UNITED STATES—The fingers of the bearded guy in the driver’s seat fondled the gold chain. Mary Reno’s heart clenched. She stood, knees trembling in the gutter. Mary blurted out, “The chain means a lot to me. My dog found that.”

The guy’s nervous hands and eyes kept probing the gold chain. He let out a sigh.

“And I lost my dog,” Mary said. “I lose everything. I lose track of what I’ve lost.”

No reaction. Horrible things will happen, and you will be bigger for it. These words came from a preacher, who once stood between Mary and a free lunch. It was three years ago or yesterday. Mary wasn’t sure.

Snatches of conversation encircled her. The people who spoke them vanished and left a gap. Their faces turned to smoke and rescinded to the breeze. She wasn’t sure if the preacher at the food bank was a figment or a true pronouncement lobbed from a family of tourists meandering down the sidewalk.

The tourists wore white, and their faces were lobster-pink in the noonday sun. Mom was wrapped in scarf, a floppy hat, her nose made white by zinc oxide. She was afraid of the sun. The kids were perfect angels who couldn’t wait to get out from under Mom and Dad’s wing and antagonize their own shenanigans while Mom and Dad smoked and drank in the hotel room.

The guy in the Range Rover was inspecting the gold chain too closely. He actually appeared to be sniffing it. Then he turned to Mary and gazed levelly with hard eyes.

“It has black and green specks;” he declared. “It is not gold.”

The warm yellow chain fell back into her grimy palm. Its delicately sculpted whorls kissed her palm. Mary swooned in gratitude. She was intensely glad to hold this link between her and her departed dog. It was a miracle. Mary was not used to winning. She knew the chain was gold. A pawnbroker had told her so. He invited her to come back whenever she was ready to sell at thirty cents to the dollar.

“You still must give us something, according to our country’s tradition,” the driver reminded her. Mary was slapped into the present.

As soon as the chain was back around her neck, Mary felt a pending execution. A crisp fifty-dollar bill felt like nettles in its secret hiding place. She impulsively took it out to look at it and see if it was still there.

She knew that she shouldn’t acknowledge that money. Fifty dollars was a gift from heaven. Yet, Mary’s life seemed destined to be purloined by petty catastrophes. Before she could help it, the green paper turned into a butterfly and flew into the open car window. It landed on the bearded driver’s lap.

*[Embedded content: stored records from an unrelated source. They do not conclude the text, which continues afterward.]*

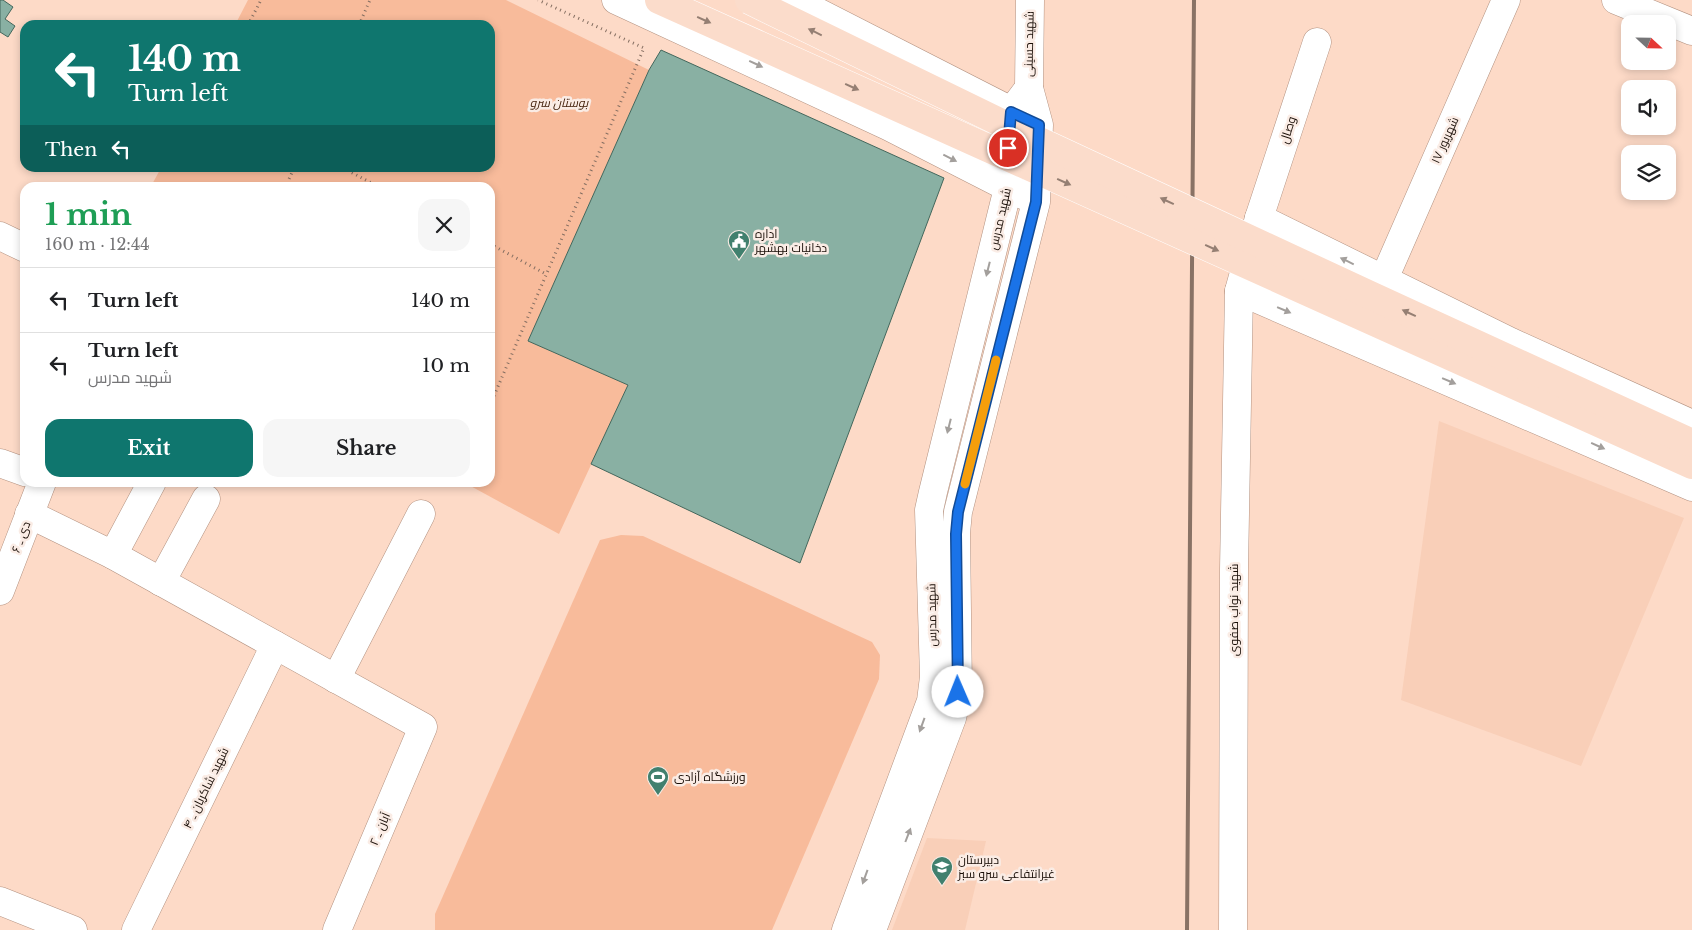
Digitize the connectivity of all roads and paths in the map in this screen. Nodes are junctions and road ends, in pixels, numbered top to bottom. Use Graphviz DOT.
graph roads {
  1 [pos="261,0"];
  2 [pos="370,0"];
  3 [pos="538,0"];
  4 [pos="616,0"];
  5 [pos="659,0"];
  6 [pos="749,0"];
  7 [pos="794,0"];
  8 [pos="1030,0"];
  9 [pos="1506,0"];
  10 [pos="1616,0"];
  11 [pos="251,20"];
  12 [pos="361,20"];
  13 [pos="1692,31"];
  14 [pos="1317,42"];
  15 [pos="920,65"];
  16 [pos="948,79"];
  17 [pos="1029,88"];
  18 [pos="1011,112"];
  19 [pos="1039,125"];
  20 [pos="888,126"];
  21 [pos="918,141"];
  22 [pos="351,172"];
  23 [pos="370,182"];
  24 [pos="1008,188"];
  25 [pos="1036,202"];
  26 [pos="1259,218"];
  27 [pos="0,236"];
  28 [pos="20,246"];
  29 [pos="495,247"];
  30 [pos="546,274"];
  31 [pos="1384,279"];
  32 [pos="1239,291"];
  33 [pos="1449,311"];
  34 [pos="1511,342"];
  35 [pos="1421,369"];
  36 [pos="495,393"];
  37 [pos="1484,396"];
  38 [pos="1692,424"];
  39 [pos="1692,443"];
  40 [pos="0,464"];
  41 [pos="1692,465"];
  42 [pos="20,470"];
  43 [pos="40,487"];
  44 [pos="149,487"];
  45 [pos="1692,487"];
  46 [pos="206,500"];
  47 [pos="29,514"];
  48 [pos="421,514"];
  49 [pos="113,555"];
  50 [pos="161,582"];
  51 [pos="0,591"];
  52 [pos="275,645"];
  53 [pos="336,679"];
  54 [pos="0,901"];
  55 [pos="73,930"];
  56 [pos="136,930"];
  57 [pos="337,930"];
  58 [pos="846,930"];
  59 [pos="872,930"];
  60 [pos="1233,930"];
  1 -- 11 [label="path"];
  2 -- 12 [label="path"];
  3 -- 30 [label="path"];
  4 -- 20 [label="street, one-way"];
  5 -- 41 [label="main road, one-way, bridge"];
  39 -- 6 [label="main road, one-way, bridge"];
  7 -- 15 [label="street"];
  8 -- 17 [label="street, شهید حسینی"];
  9 -- 31 [label="street, ۱۷ شهریور"];
  10 -- 13 [label="street"];
  14 -- 26 [label="street, وصال"];
  15 -- 16 [label="street"];
  15 -- 20 [label="street"];
  16 -- 18 [label="street"];
  16 -- 21 [label="street"];
  17 -- 18 [label="street"];
  17 -- 19 [label="street, شهید مدرس"];
  18 -- 19 [label="street"];
  18 -- 24 [label="street, شهید مدرس"];
  19 -- 25 [label="street, شهید مدرس"];
  20 -- 21 [label="street"];
  21 -- 24 [label="street, one-way"];
  22 -- 23 [label="path"];
  24 -- 25 [label="street"];
  24 -- 58 [label="street, شهید مدرس, one-way"];
  59 -- 25 [label="street, شهید مدرس, one-way"];
  31 -- 26 [label="street, one-way"];
  26 -- 32 [label="street, وصال"];
  27 -- 28 [label="street"];
  29 -- 30 [label="path"];
  30 -- 36 [label="path"];
  31 -- 33 [label="street"];
  32 -- 35 [label="street, one-way"];
  32 -- 60 [label="street, شهید نواب صفوی"];
  33 -- 34 [label="street"];
  33 -- 35 [label="street"];
  34 -- 37 [label="street"];
  34 -- 38 [label="street"];
  35 -- 37 [label="street, one-way"];
  37 -- 45 [label="street, one-way"];
  40 -- 42 [label="street"];
  43 -- 47 [label="street, دی ـ ۶"];
  44 -- 49 [label="street"];
  46 -- 50 [label="street"];
  47 -- 49 [label="street"];
  47 -- 51 [label="street, دی ـ ۶"];
  48 -- 53 [label="street"];
  49 -- 50 [label="street"];
  50 -- 52 [label="street"];
  52 -- 53 [label="street"];
  52 -- 56 [label="street, شهید شاکریان ـ ۴"];
  53 -- 57 [label="street, آبان ـ ۲"];
  54 -- 55 [label="street"];
}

The Range Rover lurched away from the dusty curb. The bearded driver bestowed on Mary a remarkably earnest thank you for the money.

“Always happy to help out,” she said. This bright and humble expression didn’t often escape her colorless lips. Most often Mary was being helped by people who thought they were doing good for her. In truth, she was giving them a warm feeling by accepting what they offered. It could be a half-eaten pastrami sandwich. It could be a fuzzy blanket.

The thick dense gold ring lay heavily on Mary’s palm. It was unusual for somebody to unload gold like that. As a ploy to earn a few dollars it seemed quite cumbersome. But the friends who looked had greedily and gladly accepted the money.

Only someone in the market for food and drugs could be so happy. But Mary knew fifty dollars wouldn’t get you far.

She had lost a fortune. In return, she held the golden circle in her palm. It felt nice when she put it on her finger.

To be continued…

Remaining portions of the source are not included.